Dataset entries
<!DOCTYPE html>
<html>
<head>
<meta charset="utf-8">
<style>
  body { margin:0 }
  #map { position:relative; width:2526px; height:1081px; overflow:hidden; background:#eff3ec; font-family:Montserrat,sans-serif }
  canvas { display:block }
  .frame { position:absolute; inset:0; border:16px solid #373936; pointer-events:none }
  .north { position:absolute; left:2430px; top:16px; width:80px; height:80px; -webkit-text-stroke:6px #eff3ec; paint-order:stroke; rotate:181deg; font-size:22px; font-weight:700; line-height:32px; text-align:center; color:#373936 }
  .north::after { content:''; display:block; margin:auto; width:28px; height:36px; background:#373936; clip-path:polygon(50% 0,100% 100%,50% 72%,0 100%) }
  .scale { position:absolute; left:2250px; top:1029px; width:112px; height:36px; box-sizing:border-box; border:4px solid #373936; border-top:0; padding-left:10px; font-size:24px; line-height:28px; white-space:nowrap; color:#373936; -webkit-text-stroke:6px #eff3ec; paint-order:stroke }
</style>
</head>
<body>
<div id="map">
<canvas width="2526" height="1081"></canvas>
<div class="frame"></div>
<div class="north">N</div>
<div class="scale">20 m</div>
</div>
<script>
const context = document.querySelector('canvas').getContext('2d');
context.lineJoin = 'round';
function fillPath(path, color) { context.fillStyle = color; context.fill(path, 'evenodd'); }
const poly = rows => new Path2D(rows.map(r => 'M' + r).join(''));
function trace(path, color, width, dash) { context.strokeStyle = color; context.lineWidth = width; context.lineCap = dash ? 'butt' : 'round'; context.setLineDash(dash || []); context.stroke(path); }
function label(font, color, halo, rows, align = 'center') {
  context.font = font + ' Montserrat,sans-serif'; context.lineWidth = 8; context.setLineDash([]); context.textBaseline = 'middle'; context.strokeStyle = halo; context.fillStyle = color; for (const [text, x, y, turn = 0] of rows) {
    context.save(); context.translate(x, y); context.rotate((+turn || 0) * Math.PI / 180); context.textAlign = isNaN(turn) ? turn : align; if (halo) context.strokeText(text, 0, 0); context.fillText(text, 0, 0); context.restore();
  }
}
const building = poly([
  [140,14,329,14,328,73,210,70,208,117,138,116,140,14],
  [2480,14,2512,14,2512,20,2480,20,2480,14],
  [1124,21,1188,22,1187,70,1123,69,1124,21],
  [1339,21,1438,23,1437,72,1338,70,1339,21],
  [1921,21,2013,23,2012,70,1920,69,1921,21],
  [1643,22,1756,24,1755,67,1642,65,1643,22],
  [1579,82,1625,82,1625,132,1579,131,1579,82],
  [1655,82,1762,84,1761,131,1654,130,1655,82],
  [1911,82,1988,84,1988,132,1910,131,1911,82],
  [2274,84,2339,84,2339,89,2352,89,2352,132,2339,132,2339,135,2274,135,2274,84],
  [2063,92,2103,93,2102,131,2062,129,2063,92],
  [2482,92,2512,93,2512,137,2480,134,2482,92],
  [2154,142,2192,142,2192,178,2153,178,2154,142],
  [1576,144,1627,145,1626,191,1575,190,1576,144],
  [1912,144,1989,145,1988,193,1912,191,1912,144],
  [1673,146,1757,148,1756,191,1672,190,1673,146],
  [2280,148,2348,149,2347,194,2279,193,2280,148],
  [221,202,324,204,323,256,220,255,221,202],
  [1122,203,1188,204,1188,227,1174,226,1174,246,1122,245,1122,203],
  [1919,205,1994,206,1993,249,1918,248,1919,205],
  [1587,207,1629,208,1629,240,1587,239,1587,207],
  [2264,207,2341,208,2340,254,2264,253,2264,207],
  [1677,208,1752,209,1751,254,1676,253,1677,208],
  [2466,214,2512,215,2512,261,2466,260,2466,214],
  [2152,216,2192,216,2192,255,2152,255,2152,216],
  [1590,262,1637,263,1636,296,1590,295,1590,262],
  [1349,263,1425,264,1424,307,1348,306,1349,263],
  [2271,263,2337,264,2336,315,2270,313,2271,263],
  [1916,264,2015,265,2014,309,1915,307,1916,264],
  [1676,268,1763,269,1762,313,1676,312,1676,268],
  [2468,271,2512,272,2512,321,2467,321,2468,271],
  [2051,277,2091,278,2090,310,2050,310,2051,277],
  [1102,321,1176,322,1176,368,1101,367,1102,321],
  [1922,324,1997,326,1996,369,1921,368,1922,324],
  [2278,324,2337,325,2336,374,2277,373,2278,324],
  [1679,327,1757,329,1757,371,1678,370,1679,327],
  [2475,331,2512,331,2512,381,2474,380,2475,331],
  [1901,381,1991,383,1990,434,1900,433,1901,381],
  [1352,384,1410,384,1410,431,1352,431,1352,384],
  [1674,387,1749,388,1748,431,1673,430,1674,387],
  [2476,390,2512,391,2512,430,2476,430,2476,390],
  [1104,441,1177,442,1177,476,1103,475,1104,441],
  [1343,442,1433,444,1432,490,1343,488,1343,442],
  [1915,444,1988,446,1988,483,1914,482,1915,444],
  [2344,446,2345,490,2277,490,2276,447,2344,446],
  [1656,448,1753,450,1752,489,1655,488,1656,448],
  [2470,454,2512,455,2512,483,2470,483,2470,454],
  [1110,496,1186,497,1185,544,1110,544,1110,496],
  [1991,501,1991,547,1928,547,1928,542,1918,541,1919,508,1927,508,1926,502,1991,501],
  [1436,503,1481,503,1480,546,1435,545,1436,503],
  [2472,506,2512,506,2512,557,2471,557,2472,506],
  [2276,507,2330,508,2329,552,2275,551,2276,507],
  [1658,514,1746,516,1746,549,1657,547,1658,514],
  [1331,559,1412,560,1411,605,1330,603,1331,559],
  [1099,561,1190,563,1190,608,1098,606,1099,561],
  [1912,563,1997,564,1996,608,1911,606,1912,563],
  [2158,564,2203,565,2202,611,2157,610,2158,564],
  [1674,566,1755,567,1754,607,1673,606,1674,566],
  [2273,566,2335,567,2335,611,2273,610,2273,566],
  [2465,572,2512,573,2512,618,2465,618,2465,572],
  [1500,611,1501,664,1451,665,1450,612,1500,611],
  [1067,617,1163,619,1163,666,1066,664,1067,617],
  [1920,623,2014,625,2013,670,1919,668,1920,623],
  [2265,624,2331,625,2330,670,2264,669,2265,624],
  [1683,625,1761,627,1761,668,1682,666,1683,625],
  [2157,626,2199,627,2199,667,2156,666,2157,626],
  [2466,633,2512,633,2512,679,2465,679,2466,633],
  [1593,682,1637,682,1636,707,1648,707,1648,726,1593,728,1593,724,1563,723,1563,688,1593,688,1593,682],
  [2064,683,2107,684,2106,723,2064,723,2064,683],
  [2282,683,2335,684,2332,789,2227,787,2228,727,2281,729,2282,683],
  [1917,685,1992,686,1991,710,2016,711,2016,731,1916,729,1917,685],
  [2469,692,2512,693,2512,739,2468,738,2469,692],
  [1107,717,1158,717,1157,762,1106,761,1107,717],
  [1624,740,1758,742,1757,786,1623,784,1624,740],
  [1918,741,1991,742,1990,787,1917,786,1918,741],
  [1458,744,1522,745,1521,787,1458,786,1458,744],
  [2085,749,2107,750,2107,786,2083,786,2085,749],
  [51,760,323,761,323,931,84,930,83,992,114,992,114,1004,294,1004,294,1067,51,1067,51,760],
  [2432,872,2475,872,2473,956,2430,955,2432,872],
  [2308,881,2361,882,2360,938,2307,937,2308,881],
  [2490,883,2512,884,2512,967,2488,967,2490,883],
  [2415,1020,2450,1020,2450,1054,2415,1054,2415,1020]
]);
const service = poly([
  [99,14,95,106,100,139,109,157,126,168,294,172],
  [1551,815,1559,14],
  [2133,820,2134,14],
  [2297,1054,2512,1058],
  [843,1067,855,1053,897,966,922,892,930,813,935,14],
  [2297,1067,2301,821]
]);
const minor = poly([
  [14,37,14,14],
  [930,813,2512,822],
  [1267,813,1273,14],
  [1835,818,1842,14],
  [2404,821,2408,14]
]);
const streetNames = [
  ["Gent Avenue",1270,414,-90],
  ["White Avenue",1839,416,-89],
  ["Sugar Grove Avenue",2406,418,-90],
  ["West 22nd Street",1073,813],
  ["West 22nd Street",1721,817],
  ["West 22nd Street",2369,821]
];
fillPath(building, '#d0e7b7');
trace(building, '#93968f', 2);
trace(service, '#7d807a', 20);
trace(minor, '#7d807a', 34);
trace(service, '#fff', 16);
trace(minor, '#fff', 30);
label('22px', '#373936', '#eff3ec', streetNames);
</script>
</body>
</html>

* _Task requirements_: Count the lines above that include the word "canvas". Reply with that number alone.

* _Exercise answer_: 3